== Working data ==
===============
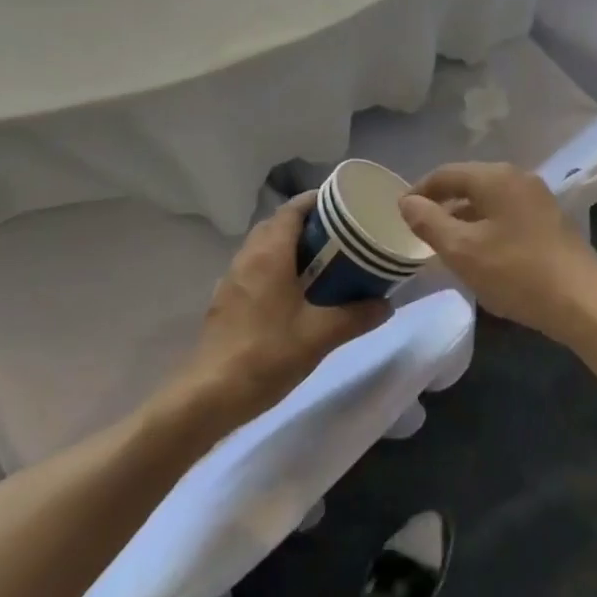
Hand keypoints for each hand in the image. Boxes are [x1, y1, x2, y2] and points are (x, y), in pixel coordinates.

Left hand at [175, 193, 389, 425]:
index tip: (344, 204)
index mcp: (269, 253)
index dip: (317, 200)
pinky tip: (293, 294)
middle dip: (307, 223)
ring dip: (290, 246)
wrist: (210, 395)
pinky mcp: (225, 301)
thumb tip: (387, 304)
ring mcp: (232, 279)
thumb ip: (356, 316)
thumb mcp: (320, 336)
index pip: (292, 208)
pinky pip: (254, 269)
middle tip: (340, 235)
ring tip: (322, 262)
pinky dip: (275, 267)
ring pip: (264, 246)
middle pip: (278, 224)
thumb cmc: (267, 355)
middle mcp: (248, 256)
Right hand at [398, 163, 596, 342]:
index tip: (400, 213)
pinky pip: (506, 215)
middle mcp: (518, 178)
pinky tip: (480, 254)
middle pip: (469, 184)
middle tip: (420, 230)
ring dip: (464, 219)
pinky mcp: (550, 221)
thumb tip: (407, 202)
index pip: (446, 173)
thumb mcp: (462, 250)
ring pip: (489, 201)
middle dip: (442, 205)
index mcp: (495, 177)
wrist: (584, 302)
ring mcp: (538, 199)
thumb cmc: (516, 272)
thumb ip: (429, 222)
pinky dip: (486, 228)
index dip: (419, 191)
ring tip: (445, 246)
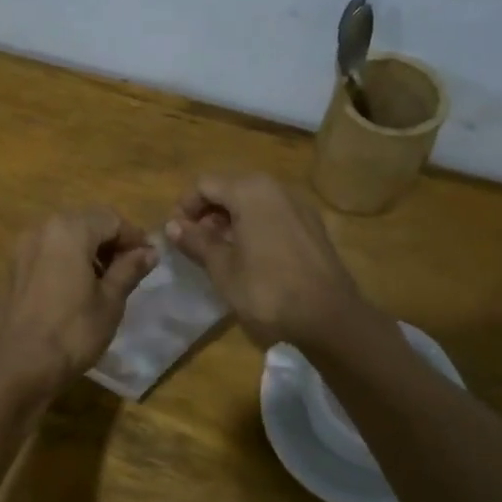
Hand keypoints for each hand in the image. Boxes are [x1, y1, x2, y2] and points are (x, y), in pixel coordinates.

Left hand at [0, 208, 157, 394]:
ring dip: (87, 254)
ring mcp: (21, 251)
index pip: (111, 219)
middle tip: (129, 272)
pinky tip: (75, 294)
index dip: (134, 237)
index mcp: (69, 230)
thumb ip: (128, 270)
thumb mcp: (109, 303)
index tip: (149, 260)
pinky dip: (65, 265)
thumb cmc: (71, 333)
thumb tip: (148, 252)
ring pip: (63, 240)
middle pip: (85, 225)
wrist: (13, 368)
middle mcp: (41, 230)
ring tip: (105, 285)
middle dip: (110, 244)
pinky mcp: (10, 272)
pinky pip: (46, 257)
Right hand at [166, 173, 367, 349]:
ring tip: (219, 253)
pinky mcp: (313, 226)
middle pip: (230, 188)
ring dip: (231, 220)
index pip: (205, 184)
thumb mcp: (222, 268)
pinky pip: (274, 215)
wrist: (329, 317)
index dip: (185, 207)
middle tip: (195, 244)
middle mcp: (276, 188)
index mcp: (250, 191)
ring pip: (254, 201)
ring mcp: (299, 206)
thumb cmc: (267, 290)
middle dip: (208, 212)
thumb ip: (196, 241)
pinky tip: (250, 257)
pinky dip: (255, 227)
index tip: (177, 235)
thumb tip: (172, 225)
===============
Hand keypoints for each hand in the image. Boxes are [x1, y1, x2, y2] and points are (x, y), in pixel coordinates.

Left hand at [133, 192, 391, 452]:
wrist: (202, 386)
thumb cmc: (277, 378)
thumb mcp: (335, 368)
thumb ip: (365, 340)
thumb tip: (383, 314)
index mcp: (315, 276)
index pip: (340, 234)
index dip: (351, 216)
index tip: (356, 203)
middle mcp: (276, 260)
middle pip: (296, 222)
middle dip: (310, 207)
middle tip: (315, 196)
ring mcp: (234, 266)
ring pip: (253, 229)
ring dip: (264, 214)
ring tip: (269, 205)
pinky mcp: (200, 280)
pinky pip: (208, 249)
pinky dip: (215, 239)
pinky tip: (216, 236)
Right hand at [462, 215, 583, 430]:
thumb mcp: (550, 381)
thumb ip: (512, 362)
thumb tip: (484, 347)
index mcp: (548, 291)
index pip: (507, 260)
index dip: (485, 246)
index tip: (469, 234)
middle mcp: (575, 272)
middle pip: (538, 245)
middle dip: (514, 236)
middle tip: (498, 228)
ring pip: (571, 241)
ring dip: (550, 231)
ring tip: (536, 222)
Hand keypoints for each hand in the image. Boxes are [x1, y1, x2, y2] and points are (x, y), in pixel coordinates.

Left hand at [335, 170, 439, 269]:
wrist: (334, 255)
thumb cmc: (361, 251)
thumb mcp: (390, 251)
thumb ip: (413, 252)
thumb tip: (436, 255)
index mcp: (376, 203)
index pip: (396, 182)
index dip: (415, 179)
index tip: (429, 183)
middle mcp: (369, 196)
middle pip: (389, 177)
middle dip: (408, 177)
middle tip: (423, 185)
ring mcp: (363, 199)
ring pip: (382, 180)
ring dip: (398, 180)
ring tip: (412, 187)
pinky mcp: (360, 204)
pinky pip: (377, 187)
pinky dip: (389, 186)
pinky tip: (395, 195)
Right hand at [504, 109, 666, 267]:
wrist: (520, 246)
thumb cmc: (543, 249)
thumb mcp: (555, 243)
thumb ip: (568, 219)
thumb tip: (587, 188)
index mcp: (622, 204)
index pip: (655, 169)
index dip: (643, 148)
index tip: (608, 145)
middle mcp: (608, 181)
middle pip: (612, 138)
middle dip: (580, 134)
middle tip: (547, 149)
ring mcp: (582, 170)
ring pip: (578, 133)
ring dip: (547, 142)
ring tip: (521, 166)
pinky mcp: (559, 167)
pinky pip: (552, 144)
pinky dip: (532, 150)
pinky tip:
===============
== Task directions ==
What is needed is an exact copy of the lines above, from the one containing "index mcp: (250, 191)" through the one containing "thumb tip: (172, 225)", with nothing added.

== Response for this exercise ==
index mcp: (250, 191)
ring pip: (254, 201)
ring mcp: (299, 206)
thumb cmc: (267, 290)
middle dip: (208, 212)
thumb ip: (196, 241)
pinky tip: (250, 257)
pinky dip: (255, 227)
index tip: (177, 235)
thumb tip: (172, 225)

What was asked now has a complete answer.